PROVIDED MATERIAL:
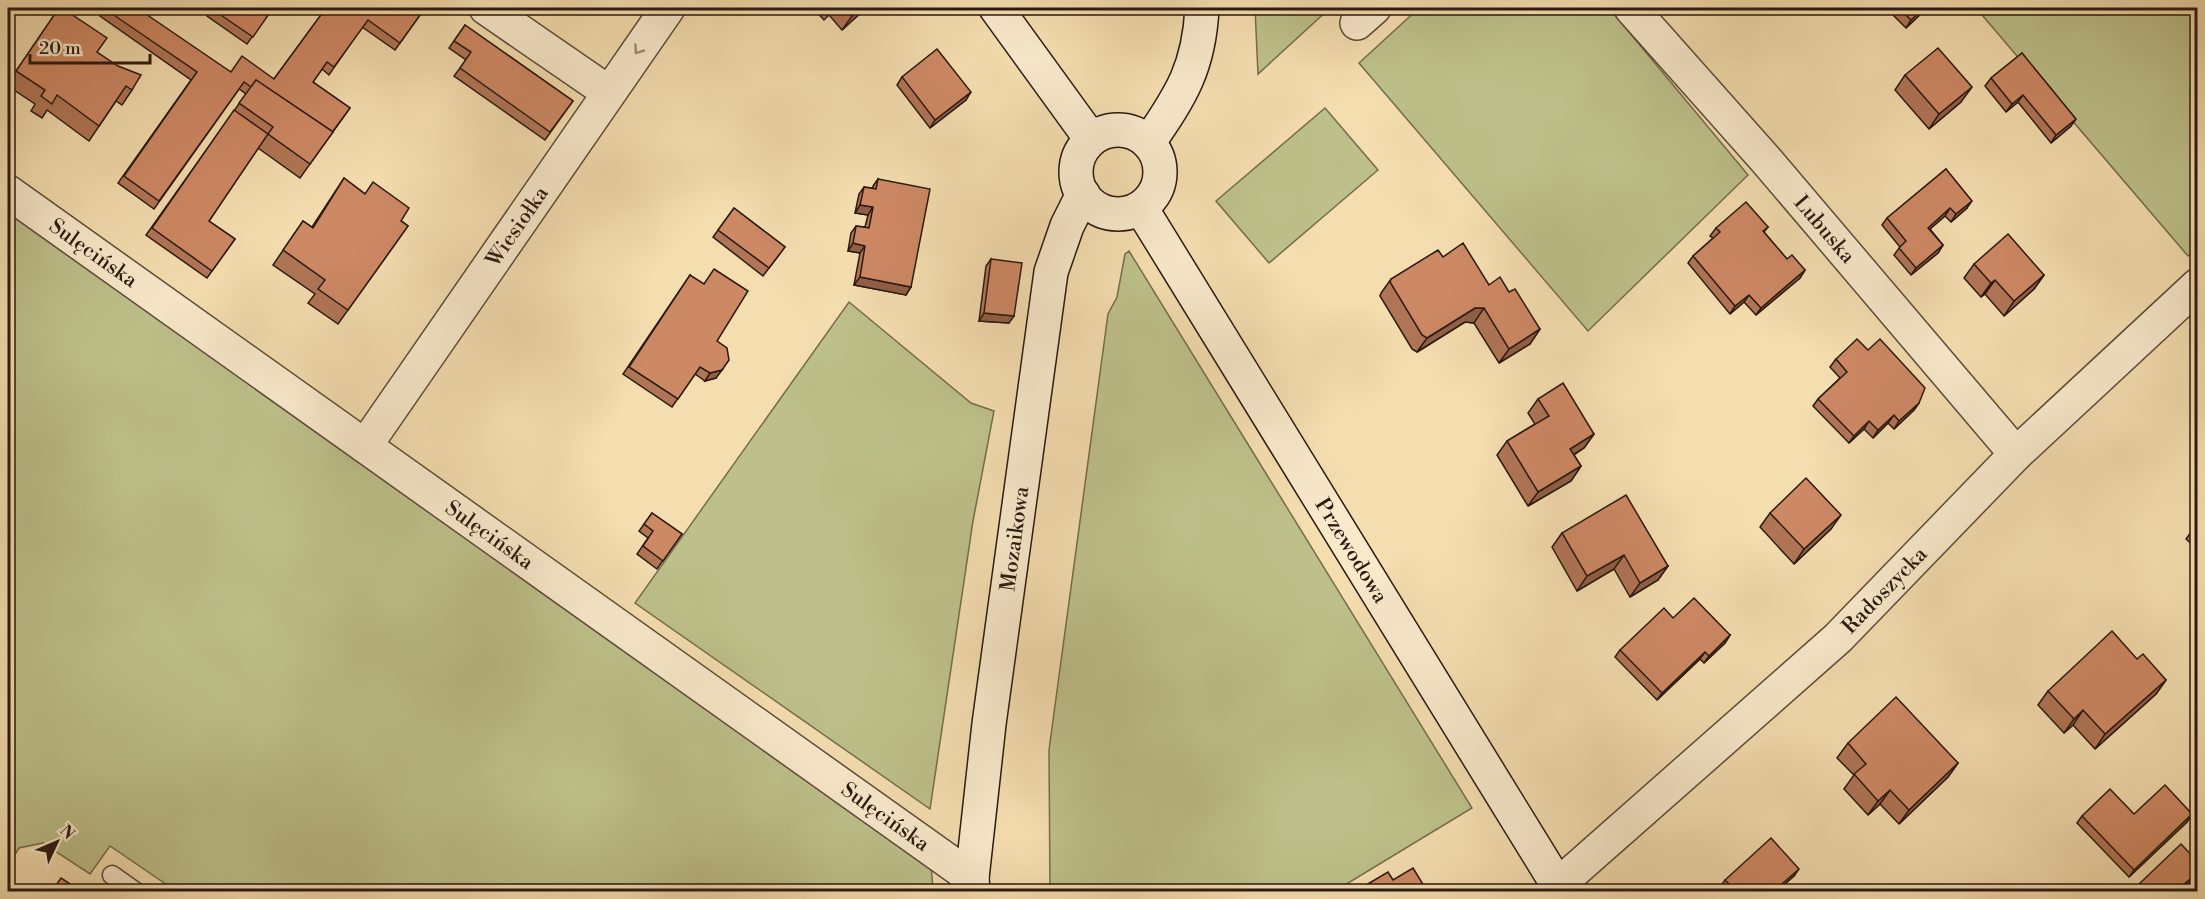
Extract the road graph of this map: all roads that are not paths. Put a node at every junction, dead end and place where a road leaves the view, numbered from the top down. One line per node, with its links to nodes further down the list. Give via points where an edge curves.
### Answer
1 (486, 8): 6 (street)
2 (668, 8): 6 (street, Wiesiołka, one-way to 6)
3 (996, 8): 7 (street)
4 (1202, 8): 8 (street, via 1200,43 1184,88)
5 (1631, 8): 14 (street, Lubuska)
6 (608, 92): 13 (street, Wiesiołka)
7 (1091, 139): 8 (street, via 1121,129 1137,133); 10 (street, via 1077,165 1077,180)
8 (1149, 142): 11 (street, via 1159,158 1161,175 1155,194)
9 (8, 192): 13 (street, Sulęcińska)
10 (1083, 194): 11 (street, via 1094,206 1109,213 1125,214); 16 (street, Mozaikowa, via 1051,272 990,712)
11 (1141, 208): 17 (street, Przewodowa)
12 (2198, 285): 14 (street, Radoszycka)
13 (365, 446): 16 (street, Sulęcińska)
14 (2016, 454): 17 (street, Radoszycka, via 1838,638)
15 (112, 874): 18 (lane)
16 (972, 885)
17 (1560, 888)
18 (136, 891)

ASSIGNMENT:
Hand back the records above exactly, leaving out every picture.

RESULT:
Extract the road graph of this map: all roads that are not paths. Put a node at every junction, dead end and place where a road leaves the view, numbered from the top down. One line per node, with its links to nodes further down the list. Give via points where an edge curves.
### Answer
1 (486, 8): 6 (street)
2 (668, 8): 6 (street, Wiesiołka, one-way to 6)
3 (996, 8): 7 (street)
4 (1202, 8): 8 (street, via 1200,43 1184,88)
5 (1631, 8): 14 (street, Lubuska)
6 (608, 92): 13 (street, Wiesiołka)
7 (1091, 139): 8 (street, via 1121,129 1137,133); 10 (street, via 1077,165 1077,180)
8 (1149, 142): 11 (street, via 1159,158 1161,175 1155,194)
9 (8, 192): 13 (street, Sulęcińska)
10 (1083, 194): 11 (street, via 1094,206 1109,213 1125,214); 16 (street, Mozaikowa, via 1051,272 990,712)
11 (1141, 208): 17 (street, Przewodowa)
12 (2198, 285): 14 (street, Radoszycka)
13 (365, 446): 16 (street, Sulęcińska)
14 (2016, 454): 17 (street, Radoszycka, via 1838,638)
15 (112, 874): 18 (lane)
16 (972, 885)
17 (1560, 888)
18 (136, 891)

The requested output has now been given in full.